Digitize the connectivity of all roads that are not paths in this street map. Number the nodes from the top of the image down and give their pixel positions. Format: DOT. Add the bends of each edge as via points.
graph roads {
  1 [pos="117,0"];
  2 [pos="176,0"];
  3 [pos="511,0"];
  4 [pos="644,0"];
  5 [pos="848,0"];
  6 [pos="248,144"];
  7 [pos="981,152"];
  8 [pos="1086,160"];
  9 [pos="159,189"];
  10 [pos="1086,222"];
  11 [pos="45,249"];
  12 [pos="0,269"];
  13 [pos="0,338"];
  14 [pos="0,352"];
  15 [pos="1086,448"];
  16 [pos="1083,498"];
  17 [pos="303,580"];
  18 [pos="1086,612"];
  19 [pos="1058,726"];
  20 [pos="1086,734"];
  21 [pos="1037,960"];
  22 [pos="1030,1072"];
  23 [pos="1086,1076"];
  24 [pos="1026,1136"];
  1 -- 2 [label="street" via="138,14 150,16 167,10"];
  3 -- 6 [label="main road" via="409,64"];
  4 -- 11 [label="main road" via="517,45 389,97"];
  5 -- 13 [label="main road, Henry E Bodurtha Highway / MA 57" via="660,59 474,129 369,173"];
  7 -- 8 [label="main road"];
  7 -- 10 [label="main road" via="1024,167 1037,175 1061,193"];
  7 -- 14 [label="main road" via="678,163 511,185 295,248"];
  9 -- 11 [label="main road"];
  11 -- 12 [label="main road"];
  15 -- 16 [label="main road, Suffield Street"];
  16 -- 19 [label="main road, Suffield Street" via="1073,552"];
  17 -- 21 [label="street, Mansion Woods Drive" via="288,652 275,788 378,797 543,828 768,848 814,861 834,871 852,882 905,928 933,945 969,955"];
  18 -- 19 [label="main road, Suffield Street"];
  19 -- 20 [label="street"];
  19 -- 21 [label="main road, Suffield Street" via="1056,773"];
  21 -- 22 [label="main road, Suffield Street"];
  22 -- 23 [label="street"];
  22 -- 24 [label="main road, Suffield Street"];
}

# # # #

For each line above that includes "Suffield", make a copy.

  15 -- 16 [label="main road, Suffield Street"];
  16 -- 19 [label="main road, Suffield Street" via="1073,552"];
  18 -- 19 [label="main road, Suffield Street"];
  19 -- 21 [label="main road, Suffield Street" via="1056,773"];
  21 -- 22 [label="main road, Suffield Street"];
  22 -- 24 [label="main road, Suffield Street"];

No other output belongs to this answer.